To do :: All of the data is to be printed again exactly as it appears.
• • •
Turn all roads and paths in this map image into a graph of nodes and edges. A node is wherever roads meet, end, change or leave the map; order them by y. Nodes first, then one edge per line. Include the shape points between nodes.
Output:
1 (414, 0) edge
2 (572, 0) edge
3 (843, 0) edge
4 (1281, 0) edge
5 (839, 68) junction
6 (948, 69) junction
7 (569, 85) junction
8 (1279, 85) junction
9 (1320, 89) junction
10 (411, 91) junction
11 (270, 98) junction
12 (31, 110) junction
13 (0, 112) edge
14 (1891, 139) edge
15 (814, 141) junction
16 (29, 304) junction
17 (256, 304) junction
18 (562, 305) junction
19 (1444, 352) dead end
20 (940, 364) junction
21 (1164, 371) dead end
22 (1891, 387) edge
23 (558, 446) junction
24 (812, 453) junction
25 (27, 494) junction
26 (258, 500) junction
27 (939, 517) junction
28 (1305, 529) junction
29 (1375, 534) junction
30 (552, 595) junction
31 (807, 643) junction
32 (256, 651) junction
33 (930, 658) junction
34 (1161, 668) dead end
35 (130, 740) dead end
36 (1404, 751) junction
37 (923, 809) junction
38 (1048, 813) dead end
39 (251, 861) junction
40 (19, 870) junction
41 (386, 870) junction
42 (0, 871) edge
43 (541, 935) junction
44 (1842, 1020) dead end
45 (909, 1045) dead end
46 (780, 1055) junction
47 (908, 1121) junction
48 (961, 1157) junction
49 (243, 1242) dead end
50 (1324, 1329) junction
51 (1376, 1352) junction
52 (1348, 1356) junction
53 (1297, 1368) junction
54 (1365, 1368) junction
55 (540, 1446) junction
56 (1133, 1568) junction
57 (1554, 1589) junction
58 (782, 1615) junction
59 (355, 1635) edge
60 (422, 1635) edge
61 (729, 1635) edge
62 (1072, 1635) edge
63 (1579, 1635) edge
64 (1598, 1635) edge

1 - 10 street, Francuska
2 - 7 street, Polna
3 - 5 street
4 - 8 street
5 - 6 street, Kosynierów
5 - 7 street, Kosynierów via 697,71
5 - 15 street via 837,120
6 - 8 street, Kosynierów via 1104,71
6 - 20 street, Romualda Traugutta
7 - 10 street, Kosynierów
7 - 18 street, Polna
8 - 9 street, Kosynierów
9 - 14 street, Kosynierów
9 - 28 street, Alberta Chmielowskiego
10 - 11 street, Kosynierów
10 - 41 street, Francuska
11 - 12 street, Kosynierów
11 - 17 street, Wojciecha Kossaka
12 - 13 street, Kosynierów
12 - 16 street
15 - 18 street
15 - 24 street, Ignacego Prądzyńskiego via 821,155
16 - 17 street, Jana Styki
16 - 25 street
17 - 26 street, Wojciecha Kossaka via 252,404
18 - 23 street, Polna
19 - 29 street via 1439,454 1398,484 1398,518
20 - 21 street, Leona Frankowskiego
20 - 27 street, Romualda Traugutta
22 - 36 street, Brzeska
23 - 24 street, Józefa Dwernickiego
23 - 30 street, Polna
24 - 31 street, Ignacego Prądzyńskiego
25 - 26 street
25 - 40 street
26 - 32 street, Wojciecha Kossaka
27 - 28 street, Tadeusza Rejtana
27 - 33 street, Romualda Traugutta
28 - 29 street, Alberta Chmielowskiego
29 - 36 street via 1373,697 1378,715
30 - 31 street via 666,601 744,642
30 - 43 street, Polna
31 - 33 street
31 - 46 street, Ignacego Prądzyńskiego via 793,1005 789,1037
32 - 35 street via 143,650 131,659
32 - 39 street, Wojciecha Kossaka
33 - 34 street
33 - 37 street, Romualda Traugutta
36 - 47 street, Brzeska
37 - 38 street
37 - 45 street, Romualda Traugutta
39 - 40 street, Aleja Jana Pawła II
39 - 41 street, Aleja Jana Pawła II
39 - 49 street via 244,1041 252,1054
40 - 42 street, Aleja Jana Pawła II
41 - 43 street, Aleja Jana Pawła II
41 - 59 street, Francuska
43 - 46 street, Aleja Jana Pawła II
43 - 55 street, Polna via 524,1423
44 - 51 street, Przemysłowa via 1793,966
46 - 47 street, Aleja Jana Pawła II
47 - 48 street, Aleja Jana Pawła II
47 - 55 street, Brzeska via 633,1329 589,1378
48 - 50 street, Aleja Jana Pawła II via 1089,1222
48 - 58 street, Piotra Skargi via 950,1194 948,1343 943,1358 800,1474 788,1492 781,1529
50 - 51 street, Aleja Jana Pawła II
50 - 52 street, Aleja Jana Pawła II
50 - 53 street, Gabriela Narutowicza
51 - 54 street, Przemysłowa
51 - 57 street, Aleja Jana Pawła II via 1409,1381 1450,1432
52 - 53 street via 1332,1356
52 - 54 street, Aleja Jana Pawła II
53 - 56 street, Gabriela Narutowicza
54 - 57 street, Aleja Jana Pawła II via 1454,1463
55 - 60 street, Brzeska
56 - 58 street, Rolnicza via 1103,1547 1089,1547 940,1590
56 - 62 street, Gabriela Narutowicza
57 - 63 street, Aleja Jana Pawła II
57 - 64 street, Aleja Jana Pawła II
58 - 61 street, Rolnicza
• • •
Finished task ::
Turn all roads and paths in this map image into a graph of nodes and edges. A node is wherever roads meet, end, change or leave the map; order them by y. Nodes first, then one edge per line. Include the shape points between nodes.
Output:
1 (414, 0) edge
2 (572, 0) edge
3 (843, 0) edge
4 (1281, 0) edge
5 (839, 68) junction
6 (948, 69) junction
7 (569, 85) junction
8 (1279, 85) junction
9 (1320, 89) junction
10 (411, 91) junction
11 (270, 98) junction
12 (31, 110) junction
13 (0, 112) edge
14 (1891, 139) edge
15 (814, 141) junction
16 (29, 304) junction
17 (256, 304) junction
18 (562, 305) junction
19 (1444, 352) dead end
20 (940, 364) junction
21 (1164, 371) dead end
22 (1891, 387) edge
23 (558, 446) junction
24 (812, 453) junction
25 (27, 494) junction
26 (258, 500) junction
27 (939, 517) junction
28 (1305, 529) junction
29 (1375, 534) junction
30 (552, 595) junction
31 (807, 643) junction
32 (256, 651) junction
33 (930, 658) junction
34 (1161, 668) dead end
35 (130, 740) dead end
36 (1404, 751) junction
37 (923, 809) junction
38 (1048, 813) dead end
39 (251, 861) junction
40 (19, 870) junction
41 (386, 870) junction
42 (0, 871) edge
43 (541, 935) junction
44 (1842, 1020) dead end
45 (909, 1045) dead end
46 (780, 1055) junction
47 (908, 1121) junction
48 (961, 1157) junction
49 (243, 1242) dead end
50 (1324, 1329) junction
51 (1376, 1352) junction
52 (1348, 1356) junction
53 (1297, 1368) junction
54 (1365, 1368) junction
55 (540, 1446) junction
56 (1133, 1568) junction
57 (1554, 1589) junction
58 (782, 1615) junction
59 (355, 1635) edge
60 (422, 1635) edge
61 (729, 1635) edge
62 (1072, 1635) edge
63 (1579, 1635) edge
64 (1598, 1635) edge

1 - 10 street, Francuska
2 - 7 street, Polna
3 - 5 street
4 - 8 street
5 - 6 street, Kosynierów
5 - 7 street, Kosynierów via 697,71
5 - 15 street via 837,120
6 - 8 street, Kosynierów via 1104,71
6 - 20 street, Romualda Traugutta
7 - 10 street, Kosynierów
7 - 18 street, Polna
8 - 9 street, Kosynierów
9 - 14 street, Kosynierów
9 - 28 street, Alberta Chmielowskiego
10 - 11 street, Kosynierów
10 - 41 street, Francuska
11 - 12 street, Kosynierów
11 - 17 street, Wojciecha Kossaka
12 - 13 street, Kosynierów
12 - 16 street
15 - 18 street
15 - 24 street, Ignacego Prądzyńskiego via 821,155
16 - 17 street, Jana Styki
16 - 25 street
17 - 26 street, Wojciecha Kossaka via 252,404
18 - 23 street, Polna
19 - 29 street via 1439,454 1398,484 1398,518
20 - 21 street, Leona Frankowskiego
20 - 27 street, Romualda Traugutta
22 - 36 street, Brzeska
23 - 24 street, Józefa Dwernickiego
23 - 30 street, Polna
24 - 31 street, Ignacego Prądzyńskiego
25 - 26 street
25 - 40 street
26 - 32 street, Wojciecha Kossaka
27 - 28 street, Tadeusza Rejtana
27 - 33 street, Romualda Traugutta
28 - 29 street, Alberta Chmielowskiego
29 - 36 street via 1373,697 1378,715
30 - 31 street via 666,601 744,642
30 - 43 street, Polna
31 - 33 street
31 - 46 street, Ignacego Prądzyńskiego via 793,1005 789,1037
32 - 35 street via 143,650 131,659
32 - 39 street, Wojciecha Kossaka
33 - 34 street
33 - 37 street, Romualda Traugutta
36 - 47 street, Brzeska
37 - 38 street
37 - 45 street, Romualda Traugutta
39 - 40 street, Aleja Jana Pawła II
39 - 41 street, Aleja Jana Pawła II
39 - 49 street via 244,1041 252,1054
40 - 42 street, Aleja Jana Pawła II
41 - 43 street, Aleja Jana Pawła II
41 - 59 street, Francuska
43 - 46 street, Aleja Jana Pawła II
43 - 55 street, Polna via 524,1423
44 - 51 street, Przemysłowa via 1793,966
46 - 47 street, Aleja Jana Pawła II
47 - 48 street, Aleja Jana Pawła II
47 - 55 street, Brzeska via 633,1329 589,1378
48 - 50 street, Aleja Jana Pawła II via 1089,1222
48 - 58 street, Piotra Skargi via 950,1194 948,1343 943,1358 800,1474 788,1492 781,1529
50 - 51 street, Aleja Jana Pawła II
50 - 52 street, Aleja Jana Pawła II
50 - 53 street, Gabriela Narutowicza
51 - 54 street, Przemysłowa
51 - 57 street, Aleja Jana Pawła II via 1409,1381 1450,1432
52 - 53 street via 1332,1356
52 - 54 street, Aleja Jana Pawła II
53 - 56 street, Gabriela Narutowicza
54 - 57 street, Aleja Jana Pawła II via 1454,1463
55 - 60 street, Brzeska
56 - 58 street, Rolnicza via 1103,1547 1089,1547 940,1590
56 - 62 street, Gabriela Narutowicza
57 - 63 street, Aleja Jana Pawła II
57 - 64 street, Aleja Jana Pawła II
58 - 61 street, Rolnicza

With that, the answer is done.